Problem description →
What you return should match every entry, character for character.

(Stored data entries)
※

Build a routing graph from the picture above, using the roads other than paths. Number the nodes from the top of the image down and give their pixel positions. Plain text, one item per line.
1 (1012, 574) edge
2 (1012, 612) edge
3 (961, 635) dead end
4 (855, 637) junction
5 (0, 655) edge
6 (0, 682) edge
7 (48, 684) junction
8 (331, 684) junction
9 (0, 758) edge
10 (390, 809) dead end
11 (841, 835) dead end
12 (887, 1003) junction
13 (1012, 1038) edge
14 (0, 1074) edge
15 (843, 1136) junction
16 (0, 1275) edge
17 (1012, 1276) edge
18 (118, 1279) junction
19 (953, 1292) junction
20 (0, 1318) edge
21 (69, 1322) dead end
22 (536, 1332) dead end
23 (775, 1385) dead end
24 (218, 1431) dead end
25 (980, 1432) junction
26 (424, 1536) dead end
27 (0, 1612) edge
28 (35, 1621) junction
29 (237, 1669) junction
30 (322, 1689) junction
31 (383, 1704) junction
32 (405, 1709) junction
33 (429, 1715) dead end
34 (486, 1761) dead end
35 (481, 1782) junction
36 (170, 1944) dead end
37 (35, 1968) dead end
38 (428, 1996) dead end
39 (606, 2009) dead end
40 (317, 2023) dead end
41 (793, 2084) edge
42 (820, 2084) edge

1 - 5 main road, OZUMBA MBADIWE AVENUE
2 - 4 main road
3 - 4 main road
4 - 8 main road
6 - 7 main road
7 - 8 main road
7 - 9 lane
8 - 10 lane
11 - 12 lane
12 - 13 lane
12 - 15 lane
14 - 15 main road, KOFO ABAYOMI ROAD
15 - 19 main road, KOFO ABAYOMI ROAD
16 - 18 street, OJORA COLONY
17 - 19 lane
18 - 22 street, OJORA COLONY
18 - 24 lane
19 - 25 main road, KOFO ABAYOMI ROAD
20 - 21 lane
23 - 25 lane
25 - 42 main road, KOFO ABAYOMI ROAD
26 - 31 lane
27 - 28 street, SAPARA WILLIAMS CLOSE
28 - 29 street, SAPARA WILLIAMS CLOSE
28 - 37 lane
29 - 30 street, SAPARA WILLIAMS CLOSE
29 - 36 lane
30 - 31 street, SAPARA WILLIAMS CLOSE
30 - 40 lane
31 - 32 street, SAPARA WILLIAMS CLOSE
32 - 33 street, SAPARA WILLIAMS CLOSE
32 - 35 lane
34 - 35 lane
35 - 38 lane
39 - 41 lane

※

Expected answer →
Build a routing graph from the picture above, using the roads other than paths. Number the nodes from the top of the image down and give their pixel positions. Plain text, one item per line.
1 (1012, 574) edge
2 (1012, 612) edge
3 (961, 635) dead end
4 (855, 637) junction
5 (0, 655) edge
6 (0, 682) edge
7 (48, 684) junction
8 (331, 684) junction
9 (0, 758) edge
10 (390, 809) dead end
11 (841, 835) dead end
12 (887, 1003) junction
13 (1012, 1038) edge
14 (0, 1074) edge
15 (843, 1136) junction
16 (0, 1275) edge
17 (1012, 1276) edge
18 (118, 1279) junction
19 (953, 1292) junction
20 (0, 1318) edge
21 (69, 1322) dead end
22 (536, 1332) dead end
23 (775, 1385) dead end
24 (218, 1431) dead end
25 (980, 1432) junction
26 (424, 1536) dead end
27 (0, 1612) edge
28 (35, 1621) junction
29 (237, 1669) junction
30 (322, 1689) junction
31 (383, 1704) junction
32 (405, 1709) junction
33 (429, 1715) dead end
34 (486, 1761) dead end
35 (481, 1782) junction
36 (170, 1944) dead end
37 (35, 1968) dead end
38 (428, 1996) dead end
39 (606, 2009) dead end
40 (317, 2023) dead end
41 (793, 2084) edge
42 (820, 2084) edge

1 - 5 main road, OZUMBA MBADIWE AVENUE
2 - 4 main road
3 - 4 main road
4 - 8 main road
6 - 7 main road
7 - 8 main road
7 - 9 lane
8 - 10 lane
11 - 12 lane
12 - 13 lane
12 - 15 lane
14 - 15 main road, KOFO ABAYOMI ROAD
15 - 19 main road, KOFO ABAYOMI ROAD
16 - 18 street, OJORA COLONY
17 - 19 lane
18 - 22 street, OJORA COLONY
18 - 24 lane
19 - 25 main road, KOFO ABAYOMI ROAD
20 - 21 lane
23 - 25 lane
25 - 42 main road, KOFO ABAYOMI ROAD
26 - 31 lane
27 - 28 street, SAPARA WILLIAMS CLOSE
28 - 29 street, SAPARA WILLIAMS CLOSE
28 - 37 lane
29 - 30 street, SAPARA WILLIAMS CLOSE
29 - 36 lane
30 - 31 street, SAPARA WILLIAMS CLOSE
30 - 40 lane
31 - 32 street, SAPARA WILLIAMS CLOSE
32 - 33 street, SAPARA WILLIAMS CLOSE
32 - 35 lane
34 - 35 lane
35 - 38 lane
39 - 41 lane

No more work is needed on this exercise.